Urban traffic management agencies are largely blind between fixed sensor loops and camera feeds. Those ground assets are expensive to install, easy to vandalise, and cover only the roads someone thought to instrument years ago. Satellite imagery — captured multiple times per day across an entire metropolitan area — fills that gap with a uniform, tamper-proof view of every arterial, interchange and car park simultaneously.
A constellation of sub-metre optical microsatellites, supplemented by X-band SAR for night and cloud-affected passes, delivers vehicle-level counts from which flow, density and average speed can be derived using computer-vision and kinematic models. At 30 cm resolution an individual vehicle is detectable; at 50 cm, vehicle class (truck, bus, private car) is recoverable. Pairs of passes separated by minutes give direct speed estimates without any roadside hardware.
The operational payoff is genuine: a city that owns this pipeline can feed congestion indices into adaptive signal control, reroute freight in near-real-time, validate the impact of new bus lanes within weeks of opening, and price road access dynamically — all without licensing data from a foreign commercial vendor who can change terms, drop coverage, or simply go offline. Sovereign control over the imagery archive also means longitudinal analysis — decade-scale traffic trend modelling — stays inside national jurisdiction.
Frequently asked
Can satellite imagery actually count moving vehicles, or only parked ones?
Modern high-resolution optical sensors (0.5–0.7 m GSD) can detect and classify vehicles in motion, though very high-speed vehicles may show motion blur in push-broom imagery. SAR-based techniques such as along-track interferometry are specifically designed to estimate vehicle velocity. In practice, most operational systems combine multi-pass optical imagery with AI to infer flow rates rather than count individual moving cars in a single frame.
How does this differ from using Google Maps or Waze traffic data?
Navigation-app traffic data is derived from mobile-phone GPS signals and is only available where users have opted into tracking — coverage is therefore proportional to smartphone penetration and skewed toward higher-income commuters. Satellite-based estimation covers all vehicle classes on all road types regardless of who is carrying a phone, and the raw data is held by the nation rather than a US technology company. For sovereign transport planning, that independence matters enormously.
What orbit and satellite type should a national programme consider?
LEO constellations at 450–550 km altitude using microsatellites (50–150 kg) with electro-optical payloads in the 0.5–1 m resolution class are the standard architecture. A minimum viable constellation for a mid-size nation's capital is typically 4–6 satellites to achieve 90-minute revisit. Adding one or two SAR microsatellites (cf. ICEYE or a domestically built equivalent) extends all-weather capability without requiring a full GEO programme.
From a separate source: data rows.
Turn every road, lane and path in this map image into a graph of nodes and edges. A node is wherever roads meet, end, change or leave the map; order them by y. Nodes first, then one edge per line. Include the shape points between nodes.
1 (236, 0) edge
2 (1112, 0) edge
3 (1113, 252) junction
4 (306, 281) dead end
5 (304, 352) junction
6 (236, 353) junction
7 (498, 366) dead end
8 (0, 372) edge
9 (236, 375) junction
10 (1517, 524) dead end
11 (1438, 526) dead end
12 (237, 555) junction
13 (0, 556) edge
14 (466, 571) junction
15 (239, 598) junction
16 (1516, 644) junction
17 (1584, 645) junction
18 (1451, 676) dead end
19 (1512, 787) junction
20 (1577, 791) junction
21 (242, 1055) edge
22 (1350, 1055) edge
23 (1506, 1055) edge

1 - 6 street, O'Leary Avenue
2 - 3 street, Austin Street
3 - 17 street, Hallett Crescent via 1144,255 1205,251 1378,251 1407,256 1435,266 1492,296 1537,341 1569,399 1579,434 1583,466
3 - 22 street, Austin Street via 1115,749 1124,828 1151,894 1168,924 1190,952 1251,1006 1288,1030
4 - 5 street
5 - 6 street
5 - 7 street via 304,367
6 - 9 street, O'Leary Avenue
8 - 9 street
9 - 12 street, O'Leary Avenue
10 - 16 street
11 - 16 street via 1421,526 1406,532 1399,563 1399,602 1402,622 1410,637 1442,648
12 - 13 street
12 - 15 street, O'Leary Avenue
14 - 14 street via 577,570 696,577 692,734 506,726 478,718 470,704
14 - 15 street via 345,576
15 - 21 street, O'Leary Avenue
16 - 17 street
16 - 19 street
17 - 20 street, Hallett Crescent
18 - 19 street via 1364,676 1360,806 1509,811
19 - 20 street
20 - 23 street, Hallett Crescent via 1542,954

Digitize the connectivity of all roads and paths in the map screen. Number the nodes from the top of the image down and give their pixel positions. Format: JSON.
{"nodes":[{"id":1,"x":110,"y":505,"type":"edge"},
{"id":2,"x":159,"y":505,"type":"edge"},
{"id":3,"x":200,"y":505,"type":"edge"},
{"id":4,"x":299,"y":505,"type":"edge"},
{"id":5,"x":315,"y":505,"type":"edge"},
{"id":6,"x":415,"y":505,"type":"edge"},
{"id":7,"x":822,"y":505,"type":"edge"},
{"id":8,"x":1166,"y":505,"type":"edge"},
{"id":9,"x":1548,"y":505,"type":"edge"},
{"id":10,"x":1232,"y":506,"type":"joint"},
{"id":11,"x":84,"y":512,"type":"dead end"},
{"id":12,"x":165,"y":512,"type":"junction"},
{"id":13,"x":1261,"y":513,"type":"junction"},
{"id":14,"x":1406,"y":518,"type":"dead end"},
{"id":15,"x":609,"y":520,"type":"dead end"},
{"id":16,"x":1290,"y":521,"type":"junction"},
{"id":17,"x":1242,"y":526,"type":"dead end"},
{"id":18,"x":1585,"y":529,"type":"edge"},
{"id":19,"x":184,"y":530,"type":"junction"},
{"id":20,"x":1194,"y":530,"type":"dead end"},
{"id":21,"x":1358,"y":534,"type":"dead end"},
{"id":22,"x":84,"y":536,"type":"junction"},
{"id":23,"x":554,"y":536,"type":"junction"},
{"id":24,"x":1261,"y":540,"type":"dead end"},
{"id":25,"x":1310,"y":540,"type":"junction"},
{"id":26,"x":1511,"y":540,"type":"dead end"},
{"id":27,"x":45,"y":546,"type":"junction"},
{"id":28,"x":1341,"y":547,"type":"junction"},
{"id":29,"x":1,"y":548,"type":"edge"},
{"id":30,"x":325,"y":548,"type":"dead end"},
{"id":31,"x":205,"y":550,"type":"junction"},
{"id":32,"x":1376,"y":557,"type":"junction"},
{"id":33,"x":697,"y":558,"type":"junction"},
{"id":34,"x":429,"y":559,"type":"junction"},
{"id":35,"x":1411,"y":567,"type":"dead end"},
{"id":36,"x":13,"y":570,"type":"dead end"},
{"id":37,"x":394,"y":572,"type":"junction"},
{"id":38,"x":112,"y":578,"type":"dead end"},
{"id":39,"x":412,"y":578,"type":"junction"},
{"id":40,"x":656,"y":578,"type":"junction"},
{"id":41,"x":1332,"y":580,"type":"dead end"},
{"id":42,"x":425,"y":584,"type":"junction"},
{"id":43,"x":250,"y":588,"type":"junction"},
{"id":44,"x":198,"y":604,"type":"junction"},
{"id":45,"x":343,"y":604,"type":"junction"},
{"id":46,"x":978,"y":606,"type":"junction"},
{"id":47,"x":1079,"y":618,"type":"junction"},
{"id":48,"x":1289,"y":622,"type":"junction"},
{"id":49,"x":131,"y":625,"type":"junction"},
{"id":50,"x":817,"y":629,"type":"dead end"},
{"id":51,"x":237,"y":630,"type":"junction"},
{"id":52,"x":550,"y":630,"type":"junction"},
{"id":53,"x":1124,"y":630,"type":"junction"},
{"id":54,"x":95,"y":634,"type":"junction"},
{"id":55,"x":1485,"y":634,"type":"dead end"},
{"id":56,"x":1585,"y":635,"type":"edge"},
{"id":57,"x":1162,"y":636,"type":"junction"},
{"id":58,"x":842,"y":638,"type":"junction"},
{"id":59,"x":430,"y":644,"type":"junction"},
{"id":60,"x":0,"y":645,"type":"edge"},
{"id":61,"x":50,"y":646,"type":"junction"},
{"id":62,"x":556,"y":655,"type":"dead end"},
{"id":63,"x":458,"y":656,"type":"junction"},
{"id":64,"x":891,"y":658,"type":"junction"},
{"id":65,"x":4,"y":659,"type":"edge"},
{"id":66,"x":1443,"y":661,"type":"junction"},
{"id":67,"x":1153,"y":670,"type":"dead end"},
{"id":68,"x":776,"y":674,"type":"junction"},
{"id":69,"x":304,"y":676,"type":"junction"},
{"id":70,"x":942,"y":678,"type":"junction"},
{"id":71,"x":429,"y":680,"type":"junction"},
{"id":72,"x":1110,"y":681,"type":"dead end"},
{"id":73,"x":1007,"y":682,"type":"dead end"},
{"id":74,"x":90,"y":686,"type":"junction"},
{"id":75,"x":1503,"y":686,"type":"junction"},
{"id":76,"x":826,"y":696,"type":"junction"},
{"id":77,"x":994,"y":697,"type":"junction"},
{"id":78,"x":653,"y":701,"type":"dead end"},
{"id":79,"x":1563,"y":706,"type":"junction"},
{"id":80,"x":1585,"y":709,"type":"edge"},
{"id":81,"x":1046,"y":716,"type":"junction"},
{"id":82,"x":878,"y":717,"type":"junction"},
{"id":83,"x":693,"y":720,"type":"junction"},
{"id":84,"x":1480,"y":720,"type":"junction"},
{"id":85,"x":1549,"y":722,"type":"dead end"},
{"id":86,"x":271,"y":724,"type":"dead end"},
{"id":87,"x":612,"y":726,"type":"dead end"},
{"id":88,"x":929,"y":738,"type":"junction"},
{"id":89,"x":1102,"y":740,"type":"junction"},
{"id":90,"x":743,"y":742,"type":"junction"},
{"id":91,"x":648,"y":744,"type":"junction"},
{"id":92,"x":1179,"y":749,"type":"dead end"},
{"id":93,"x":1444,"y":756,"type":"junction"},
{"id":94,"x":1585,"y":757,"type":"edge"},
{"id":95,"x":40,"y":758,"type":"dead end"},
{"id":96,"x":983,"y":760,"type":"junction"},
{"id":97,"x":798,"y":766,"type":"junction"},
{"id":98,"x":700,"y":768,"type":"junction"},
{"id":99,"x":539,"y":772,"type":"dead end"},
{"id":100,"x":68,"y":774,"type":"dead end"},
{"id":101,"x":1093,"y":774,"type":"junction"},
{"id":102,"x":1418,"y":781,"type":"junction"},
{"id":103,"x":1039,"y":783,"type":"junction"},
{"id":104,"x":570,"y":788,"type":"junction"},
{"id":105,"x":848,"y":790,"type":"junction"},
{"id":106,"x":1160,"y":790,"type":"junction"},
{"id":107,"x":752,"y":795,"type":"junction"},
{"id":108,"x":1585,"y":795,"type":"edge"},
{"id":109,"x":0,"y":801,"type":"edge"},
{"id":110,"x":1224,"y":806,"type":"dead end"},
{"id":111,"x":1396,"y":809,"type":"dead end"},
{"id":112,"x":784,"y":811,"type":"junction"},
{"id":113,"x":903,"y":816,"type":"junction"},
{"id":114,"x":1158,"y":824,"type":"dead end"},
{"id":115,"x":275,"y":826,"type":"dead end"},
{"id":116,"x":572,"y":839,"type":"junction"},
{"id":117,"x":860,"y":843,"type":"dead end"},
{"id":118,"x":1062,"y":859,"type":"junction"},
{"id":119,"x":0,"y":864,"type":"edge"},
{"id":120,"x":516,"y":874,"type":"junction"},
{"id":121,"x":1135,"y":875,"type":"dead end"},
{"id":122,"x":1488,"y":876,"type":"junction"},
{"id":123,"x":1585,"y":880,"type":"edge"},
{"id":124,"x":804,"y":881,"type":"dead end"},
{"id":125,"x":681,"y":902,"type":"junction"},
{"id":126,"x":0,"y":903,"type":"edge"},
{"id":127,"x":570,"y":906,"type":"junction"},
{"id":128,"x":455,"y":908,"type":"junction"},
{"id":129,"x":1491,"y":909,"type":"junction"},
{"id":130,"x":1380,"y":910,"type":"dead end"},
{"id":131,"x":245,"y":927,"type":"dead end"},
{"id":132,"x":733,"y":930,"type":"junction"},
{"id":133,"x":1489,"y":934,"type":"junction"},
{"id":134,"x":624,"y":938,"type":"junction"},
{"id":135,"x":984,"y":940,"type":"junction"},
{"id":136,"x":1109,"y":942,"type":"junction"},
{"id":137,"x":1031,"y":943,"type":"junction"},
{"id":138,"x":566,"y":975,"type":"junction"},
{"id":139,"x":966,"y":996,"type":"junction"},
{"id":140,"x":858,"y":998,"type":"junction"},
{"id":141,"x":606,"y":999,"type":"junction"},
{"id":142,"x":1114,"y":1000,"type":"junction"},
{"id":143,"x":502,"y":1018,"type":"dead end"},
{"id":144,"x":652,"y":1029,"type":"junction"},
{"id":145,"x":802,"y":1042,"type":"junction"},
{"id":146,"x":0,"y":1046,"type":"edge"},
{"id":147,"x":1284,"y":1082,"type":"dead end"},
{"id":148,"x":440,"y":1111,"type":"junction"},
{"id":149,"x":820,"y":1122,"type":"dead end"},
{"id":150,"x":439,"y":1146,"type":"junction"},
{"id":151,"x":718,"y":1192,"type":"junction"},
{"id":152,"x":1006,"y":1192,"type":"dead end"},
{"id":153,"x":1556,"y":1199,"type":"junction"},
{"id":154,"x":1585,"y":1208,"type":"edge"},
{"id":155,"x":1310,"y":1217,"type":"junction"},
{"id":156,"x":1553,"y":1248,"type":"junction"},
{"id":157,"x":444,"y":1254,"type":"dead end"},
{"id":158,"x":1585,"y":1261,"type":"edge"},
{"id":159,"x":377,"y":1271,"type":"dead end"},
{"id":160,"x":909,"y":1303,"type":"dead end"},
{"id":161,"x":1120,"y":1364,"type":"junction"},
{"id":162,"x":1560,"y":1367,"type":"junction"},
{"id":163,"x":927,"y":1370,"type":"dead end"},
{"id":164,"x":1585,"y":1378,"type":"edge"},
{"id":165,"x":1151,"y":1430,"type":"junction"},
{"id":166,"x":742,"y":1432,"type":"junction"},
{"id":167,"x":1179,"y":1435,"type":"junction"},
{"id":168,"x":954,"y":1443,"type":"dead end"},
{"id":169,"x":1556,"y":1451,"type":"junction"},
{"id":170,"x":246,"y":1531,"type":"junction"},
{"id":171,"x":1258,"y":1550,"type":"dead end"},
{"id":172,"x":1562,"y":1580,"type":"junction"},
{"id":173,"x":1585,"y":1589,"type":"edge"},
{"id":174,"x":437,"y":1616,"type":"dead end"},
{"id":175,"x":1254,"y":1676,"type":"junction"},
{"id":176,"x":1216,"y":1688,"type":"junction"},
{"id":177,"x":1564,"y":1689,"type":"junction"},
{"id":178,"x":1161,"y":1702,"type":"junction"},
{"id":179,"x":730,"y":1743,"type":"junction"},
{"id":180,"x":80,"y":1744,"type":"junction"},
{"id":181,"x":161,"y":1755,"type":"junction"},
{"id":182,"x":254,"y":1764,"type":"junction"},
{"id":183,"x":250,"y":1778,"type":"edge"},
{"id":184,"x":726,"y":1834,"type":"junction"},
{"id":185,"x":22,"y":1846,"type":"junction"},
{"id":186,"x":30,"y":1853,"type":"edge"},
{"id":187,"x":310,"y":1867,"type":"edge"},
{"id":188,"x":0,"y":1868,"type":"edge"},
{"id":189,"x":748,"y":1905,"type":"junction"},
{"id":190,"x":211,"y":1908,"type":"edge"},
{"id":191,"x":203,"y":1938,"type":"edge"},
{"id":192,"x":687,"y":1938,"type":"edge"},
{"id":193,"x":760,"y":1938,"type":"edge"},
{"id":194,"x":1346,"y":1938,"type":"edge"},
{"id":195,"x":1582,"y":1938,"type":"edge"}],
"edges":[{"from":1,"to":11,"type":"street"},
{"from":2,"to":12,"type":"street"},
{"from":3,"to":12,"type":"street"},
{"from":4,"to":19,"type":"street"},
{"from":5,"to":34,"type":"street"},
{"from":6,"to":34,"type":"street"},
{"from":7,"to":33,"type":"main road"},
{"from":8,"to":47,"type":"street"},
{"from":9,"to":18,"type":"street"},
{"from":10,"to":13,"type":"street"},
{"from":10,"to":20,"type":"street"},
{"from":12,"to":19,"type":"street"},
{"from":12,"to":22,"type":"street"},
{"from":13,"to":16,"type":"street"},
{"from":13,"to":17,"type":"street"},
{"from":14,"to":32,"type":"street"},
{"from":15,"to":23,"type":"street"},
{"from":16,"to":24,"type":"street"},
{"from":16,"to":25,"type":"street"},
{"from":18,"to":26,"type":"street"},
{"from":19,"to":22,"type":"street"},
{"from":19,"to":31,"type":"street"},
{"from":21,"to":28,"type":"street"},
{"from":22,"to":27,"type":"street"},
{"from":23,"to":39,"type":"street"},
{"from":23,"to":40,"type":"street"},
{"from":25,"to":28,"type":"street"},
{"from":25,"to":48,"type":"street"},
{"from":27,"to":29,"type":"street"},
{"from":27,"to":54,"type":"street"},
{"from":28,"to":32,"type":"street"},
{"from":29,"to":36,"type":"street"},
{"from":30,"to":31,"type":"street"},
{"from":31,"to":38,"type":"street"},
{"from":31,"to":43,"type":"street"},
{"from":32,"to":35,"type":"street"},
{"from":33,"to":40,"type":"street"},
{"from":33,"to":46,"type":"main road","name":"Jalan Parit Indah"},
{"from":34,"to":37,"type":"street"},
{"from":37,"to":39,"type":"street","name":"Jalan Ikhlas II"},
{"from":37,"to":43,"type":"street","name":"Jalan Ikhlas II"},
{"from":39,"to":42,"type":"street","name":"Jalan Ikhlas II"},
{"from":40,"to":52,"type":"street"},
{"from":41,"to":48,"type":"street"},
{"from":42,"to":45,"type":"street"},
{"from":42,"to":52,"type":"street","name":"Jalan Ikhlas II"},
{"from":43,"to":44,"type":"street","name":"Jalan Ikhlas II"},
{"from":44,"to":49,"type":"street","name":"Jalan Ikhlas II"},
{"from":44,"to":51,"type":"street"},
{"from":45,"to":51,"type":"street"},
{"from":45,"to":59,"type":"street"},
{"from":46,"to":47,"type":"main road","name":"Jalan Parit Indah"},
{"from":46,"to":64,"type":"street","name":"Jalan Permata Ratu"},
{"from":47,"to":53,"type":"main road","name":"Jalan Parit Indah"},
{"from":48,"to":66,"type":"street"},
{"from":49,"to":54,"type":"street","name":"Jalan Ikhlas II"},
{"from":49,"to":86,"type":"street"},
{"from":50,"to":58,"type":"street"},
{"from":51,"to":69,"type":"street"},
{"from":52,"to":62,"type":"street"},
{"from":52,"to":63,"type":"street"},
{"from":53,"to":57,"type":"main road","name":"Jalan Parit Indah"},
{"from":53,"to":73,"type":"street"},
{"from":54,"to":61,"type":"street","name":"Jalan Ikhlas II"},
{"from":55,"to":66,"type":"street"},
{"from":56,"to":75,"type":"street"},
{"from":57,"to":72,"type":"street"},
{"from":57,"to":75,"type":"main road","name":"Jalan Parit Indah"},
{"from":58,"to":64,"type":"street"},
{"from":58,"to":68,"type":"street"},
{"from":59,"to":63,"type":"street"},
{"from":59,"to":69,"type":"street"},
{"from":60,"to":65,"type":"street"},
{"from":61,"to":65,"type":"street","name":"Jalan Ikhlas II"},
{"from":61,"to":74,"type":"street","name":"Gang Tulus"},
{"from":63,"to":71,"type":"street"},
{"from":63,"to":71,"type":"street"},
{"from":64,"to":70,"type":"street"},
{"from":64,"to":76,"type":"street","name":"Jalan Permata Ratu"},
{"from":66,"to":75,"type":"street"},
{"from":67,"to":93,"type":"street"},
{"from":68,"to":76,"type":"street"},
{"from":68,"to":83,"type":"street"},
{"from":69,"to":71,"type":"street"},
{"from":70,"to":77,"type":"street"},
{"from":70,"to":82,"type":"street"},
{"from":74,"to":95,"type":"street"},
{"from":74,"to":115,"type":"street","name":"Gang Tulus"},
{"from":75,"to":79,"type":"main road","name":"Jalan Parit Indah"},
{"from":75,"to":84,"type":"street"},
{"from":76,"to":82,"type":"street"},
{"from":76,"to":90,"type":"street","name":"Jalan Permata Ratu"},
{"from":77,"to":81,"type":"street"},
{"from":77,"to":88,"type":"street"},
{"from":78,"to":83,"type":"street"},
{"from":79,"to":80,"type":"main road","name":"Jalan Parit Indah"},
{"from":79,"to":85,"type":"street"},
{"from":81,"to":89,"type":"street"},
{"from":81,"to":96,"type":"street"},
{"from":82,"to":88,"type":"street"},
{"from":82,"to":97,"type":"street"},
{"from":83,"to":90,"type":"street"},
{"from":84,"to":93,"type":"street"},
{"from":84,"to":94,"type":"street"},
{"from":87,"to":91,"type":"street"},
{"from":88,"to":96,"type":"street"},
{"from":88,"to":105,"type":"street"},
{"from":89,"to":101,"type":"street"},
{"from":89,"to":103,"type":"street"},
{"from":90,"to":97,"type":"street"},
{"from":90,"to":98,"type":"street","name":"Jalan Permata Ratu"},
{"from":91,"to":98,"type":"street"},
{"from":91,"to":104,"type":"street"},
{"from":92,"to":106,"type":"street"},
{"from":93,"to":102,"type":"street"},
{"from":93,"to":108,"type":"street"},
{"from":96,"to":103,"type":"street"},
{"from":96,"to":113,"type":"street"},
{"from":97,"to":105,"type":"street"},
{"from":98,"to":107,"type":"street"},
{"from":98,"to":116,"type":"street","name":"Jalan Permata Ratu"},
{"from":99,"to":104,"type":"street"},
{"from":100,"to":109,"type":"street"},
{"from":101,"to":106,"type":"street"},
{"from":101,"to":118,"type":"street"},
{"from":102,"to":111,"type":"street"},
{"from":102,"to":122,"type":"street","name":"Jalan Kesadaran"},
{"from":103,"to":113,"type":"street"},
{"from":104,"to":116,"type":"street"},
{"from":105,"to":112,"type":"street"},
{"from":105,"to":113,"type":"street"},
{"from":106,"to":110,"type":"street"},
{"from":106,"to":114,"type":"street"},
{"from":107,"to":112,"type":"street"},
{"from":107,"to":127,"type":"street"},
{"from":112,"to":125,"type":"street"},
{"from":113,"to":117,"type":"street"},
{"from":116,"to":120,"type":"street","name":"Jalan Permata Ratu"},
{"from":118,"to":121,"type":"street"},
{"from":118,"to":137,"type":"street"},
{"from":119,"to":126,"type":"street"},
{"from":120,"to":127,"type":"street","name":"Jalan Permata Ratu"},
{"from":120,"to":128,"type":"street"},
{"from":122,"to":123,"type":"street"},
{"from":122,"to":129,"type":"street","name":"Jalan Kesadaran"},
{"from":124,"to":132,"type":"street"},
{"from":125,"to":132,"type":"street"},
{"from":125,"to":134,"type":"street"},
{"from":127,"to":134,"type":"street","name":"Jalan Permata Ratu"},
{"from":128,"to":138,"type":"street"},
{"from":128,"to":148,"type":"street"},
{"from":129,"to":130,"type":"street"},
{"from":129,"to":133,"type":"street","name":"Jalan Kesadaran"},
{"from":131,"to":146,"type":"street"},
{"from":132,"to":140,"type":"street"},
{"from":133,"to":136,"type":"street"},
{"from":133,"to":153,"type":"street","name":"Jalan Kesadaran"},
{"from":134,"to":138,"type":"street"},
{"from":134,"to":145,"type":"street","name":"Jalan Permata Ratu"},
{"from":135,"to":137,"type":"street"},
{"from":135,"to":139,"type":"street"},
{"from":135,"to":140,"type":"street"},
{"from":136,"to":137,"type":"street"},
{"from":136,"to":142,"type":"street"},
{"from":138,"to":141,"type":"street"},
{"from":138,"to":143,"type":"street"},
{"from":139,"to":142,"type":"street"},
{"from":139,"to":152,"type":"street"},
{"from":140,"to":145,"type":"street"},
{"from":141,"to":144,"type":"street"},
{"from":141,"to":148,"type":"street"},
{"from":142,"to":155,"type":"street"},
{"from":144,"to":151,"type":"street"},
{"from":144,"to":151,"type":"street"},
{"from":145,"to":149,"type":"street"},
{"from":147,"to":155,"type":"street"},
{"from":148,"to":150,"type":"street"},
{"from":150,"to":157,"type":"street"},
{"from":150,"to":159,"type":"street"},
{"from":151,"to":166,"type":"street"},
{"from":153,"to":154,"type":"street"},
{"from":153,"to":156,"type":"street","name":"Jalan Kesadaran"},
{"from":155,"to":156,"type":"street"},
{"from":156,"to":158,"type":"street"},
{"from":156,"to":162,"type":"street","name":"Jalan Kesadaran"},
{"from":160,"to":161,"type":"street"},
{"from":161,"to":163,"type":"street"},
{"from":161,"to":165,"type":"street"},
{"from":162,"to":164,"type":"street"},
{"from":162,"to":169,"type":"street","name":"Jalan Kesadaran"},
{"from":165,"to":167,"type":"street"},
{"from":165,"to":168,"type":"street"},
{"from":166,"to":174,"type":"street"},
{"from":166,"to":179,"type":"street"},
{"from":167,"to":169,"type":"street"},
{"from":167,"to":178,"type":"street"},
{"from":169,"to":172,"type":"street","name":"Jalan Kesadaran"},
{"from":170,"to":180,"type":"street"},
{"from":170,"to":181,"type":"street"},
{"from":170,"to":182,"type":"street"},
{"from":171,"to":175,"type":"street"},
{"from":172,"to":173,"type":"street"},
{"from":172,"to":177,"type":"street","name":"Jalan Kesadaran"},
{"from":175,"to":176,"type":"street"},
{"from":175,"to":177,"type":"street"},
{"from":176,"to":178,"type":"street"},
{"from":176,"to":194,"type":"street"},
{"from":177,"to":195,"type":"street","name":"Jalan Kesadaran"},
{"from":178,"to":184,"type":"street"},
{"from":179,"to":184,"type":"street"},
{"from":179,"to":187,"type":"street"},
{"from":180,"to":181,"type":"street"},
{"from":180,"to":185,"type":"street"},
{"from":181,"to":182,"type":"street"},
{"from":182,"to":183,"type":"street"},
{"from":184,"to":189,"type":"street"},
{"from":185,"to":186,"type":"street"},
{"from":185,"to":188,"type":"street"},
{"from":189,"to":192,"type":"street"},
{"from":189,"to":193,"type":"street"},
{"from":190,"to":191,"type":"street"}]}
Is the data good enough for traffic signal optimisation in real time?
Not on its own. Satellite revisit intervals are too long for closed-loop signal control, which requires sub-second sensor feedback. The appropriate use of satellite data in traffic management is strategic: identifying chronic congestion nodes, validating transport model assumptions, planning new road or transit infrastructure, and monitoring the effect of policy interventions over days and weeks. Couple it with ground sensors and 5G edge compute for real-time signal timing.
What does a sovereign programme cost compared to buying a commercial data subscription?
A four-satellite LEO microsatellite constellation with a ground segment and five-year operations budget typically runs $80–150 million for a mid-income nation — comparable to a five-year enterprise contract with a major commercial EO provider but with full data ownership, no export-control risk, and a domestic industrial base as a co-benefit. The World Bank and ESA both offer co-funding mechanisms that can reduce first-unit cost by 20–40%.
How does weather affect the programme, and how do you manage it?
Cloud cover is the primary operational risk for optical payloads. Cities in temperate or arid climates typically see 60–80% clear-sky availability; tropical cities may drop to 30–40%. The standard mitigation is a hybrid optical-plus-SAR constellation — SAR penetrates cloud and operates at night — and algorithmic fusion with complementary data sources such as Spire's GNSS-RO atmospheric profiles to forecast imaging windows.
Which international bodies set the rules for operating these satellites?
Spectrum coordination is governed by the ITU Radio Regulations and ITU-R Recommendations (particularly the S-series for FSS/NGSO). Orbital debris mitigation must comply with UN COPUOS guidelines adopted in 2018 and, for many markets, national licensing conditions aligned with those guidelines. Earth observation data formats and metadata are standardised by ISO/TC 211 and the Open Geospatial Consortium, ensuring that satellite-derived traffic datasets can be exchanged with municipal GIS platforms.
Can smaller or lower-income cities justify the investment?
A single national programme can serve dozens of cities simultaneously from the same constellation — the marginal cost of adding a city to the analysis pipeline is essentially software and analyst time, not additional hardware. Regional consortia (analogous to EUMETSAT's model for meteorology) can further pool launch and operations costs across neighbouring states, bringing per-city economics within reach of smaller transport budgets.